**What this task involves**
Search the entries for the word "Longhorn" and pull out each line that has it.

**Extracted information**
=== Begin Enclosure ===
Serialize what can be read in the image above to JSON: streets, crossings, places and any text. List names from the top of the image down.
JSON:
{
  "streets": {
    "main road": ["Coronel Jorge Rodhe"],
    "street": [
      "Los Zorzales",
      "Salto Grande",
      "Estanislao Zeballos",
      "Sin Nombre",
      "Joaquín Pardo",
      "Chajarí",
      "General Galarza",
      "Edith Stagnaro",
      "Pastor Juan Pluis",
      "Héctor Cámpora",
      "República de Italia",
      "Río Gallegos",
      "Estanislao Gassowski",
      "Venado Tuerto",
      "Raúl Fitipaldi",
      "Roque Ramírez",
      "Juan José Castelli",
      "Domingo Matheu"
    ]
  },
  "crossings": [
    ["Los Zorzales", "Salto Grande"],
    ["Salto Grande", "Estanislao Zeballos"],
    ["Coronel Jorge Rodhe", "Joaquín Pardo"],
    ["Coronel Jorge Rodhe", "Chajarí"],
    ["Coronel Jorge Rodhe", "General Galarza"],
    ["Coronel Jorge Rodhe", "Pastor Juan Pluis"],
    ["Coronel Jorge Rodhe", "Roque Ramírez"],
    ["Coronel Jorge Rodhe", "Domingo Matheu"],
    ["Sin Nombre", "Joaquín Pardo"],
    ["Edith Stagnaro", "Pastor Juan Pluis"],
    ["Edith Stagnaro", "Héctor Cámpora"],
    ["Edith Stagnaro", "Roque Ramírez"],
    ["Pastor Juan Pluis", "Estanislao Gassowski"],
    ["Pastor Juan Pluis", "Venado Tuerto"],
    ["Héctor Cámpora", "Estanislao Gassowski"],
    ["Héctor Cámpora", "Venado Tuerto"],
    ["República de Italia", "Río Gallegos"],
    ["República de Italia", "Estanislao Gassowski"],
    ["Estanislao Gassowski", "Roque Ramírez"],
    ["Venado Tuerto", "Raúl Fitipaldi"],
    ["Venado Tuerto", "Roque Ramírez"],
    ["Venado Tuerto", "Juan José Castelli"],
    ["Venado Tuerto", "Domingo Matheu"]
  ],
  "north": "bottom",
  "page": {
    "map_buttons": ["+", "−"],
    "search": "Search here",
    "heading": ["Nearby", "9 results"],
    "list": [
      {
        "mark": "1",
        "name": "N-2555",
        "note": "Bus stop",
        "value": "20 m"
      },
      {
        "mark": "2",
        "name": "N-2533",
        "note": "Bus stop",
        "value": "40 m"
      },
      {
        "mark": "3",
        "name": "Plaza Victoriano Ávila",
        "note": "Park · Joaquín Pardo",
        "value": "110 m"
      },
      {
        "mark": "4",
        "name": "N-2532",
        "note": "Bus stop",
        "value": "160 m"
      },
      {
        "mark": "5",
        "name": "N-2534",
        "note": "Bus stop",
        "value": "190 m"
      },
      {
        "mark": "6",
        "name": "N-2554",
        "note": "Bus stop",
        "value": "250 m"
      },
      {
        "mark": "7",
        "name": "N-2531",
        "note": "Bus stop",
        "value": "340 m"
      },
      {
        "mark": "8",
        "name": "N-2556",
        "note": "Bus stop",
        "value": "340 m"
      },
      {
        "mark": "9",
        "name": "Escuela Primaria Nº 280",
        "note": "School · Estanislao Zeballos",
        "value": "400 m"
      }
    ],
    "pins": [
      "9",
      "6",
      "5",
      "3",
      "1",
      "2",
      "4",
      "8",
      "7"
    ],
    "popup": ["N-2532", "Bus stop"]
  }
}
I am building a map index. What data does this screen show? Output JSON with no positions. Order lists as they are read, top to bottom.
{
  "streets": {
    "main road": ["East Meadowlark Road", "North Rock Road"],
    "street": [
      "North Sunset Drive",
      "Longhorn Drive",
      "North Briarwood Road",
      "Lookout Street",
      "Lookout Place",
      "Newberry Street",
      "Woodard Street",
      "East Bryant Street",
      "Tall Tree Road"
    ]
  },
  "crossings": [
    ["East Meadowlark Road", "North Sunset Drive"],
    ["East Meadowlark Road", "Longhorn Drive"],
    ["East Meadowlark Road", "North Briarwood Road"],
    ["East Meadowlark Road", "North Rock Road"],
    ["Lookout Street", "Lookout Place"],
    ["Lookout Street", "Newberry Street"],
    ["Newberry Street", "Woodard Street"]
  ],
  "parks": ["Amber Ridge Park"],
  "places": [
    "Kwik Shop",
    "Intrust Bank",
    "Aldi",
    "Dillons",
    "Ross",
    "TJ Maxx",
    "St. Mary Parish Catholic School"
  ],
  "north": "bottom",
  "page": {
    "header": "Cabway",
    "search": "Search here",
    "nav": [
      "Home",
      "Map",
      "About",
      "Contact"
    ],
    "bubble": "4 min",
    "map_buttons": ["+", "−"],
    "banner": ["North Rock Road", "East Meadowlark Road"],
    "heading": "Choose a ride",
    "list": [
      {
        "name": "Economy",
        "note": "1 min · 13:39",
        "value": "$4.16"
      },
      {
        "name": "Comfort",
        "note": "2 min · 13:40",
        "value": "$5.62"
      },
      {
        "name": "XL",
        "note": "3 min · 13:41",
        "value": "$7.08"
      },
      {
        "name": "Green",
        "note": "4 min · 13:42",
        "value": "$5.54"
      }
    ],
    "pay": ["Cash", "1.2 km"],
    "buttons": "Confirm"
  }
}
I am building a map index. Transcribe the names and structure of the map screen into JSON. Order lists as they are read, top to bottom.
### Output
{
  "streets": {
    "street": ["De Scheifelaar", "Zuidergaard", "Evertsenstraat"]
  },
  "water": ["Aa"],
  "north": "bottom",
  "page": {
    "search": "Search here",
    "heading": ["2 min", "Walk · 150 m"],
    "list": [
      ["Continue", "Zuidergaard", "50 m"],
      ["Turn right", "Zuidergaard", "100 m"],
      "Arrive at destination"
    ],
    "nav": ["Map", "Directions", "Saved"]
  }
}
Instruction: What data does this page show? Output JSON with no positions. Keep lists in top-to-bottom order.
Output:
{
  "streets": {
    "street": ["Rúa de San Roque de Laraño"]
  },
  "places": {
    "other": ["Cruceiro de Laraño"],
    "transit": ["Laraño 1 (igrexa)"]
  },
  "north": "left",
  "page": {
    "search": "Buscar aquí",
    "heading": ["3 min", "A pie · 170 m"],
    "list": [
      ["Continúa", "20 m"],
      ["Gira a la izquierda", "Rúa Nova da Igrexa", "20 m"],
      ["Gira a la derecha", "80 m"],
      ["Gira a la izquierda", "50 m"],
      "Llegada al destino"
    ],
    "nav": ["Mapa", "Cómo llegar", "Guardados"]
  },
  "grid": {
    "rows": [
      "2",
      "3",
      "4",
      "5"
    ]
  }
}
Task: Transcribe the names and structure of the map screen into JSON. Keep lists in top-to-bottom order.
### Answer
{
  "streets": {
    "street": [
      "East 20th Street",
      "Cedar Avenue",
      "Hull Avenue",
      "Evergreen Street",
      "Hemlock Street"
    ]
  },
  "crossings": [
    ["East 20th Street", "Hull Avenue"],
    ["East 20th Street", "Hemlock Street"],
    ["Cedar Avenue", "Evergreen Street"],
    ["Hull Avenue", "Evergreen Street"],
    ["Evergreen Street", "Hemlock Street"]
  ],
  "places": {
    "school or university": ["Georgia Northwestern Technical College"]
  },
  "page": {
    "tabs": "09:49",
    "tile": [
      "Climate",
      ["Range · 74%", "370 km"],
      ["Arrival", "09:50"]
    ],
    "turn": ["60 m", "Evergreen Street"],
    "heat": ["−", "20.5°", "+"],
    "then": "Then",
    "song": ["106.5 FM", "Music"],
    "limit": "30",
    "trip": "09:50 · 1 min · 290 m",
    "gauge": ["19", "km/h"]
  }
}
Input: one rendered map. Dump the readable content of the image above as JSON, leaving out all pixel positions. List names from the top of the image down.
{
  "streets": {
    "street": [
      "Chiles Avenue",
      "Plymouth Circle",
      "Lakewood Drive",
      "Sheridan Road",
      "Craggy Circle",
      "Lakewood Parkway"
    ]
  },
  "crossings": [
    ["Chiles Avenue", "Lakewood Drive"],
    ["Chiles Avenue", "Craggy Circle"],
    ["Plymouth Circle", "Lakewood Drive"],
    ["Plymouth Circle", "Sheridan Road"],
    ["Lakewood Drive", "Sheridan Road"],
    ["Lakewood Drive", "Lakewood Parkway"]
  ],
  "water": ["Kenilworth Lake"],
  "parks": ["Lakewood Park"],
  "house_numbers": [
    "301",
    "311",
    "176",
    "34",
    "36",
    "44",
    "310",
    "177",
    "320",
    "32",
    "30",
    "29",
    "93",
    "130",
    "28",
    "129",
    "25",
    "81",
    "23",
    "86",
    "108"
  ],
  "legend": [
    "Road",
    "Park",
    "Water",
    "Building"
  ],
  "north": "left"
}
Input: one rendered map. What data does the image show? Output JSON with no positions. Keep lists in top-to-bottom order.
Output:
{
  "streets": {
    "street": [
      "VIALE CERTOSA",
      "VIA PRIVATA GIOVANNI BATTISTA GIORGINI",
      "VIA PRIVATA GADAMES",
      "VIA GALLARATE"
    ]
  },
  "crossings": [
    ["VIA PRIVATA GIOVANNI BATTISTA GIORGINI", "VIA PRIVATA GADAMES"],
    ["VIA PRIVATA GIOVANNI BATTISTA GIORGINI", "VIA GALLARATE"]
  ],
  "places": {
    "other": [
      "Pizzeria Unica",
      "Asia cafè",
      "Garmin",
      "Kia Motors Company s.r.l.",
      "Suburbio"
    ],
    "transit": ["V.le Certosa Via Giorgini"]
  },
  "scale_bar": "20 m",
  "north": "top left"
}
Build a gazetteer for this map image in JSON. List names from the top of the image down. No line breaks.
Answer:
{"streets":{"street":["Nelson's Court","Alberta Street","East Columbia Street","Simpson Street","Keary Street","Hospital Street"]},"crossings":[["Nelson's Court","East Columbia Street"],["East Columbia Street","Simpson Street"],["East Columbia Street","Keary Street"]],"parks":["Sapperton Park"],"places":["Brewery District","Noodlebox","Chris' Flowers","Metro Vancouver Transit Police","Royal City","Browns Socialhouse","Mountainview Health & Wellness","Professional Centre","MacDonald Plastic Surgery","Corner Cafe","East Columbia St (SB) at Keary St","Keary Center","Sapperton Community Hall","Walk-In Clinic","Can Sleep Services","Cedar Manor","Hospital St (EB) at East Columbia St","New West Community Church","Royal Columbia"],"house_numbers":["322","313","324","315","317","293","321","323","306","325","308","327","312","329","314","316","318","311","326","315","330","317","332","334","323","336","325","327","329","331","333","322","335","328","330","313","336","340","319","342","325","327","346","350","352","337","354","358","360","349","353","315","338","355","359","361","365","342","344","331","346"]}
=== End Enclosure ===
**Solution below**
      "Longhorn Drive",
    ["East Meadowlark Road", "Longhorn Drive"],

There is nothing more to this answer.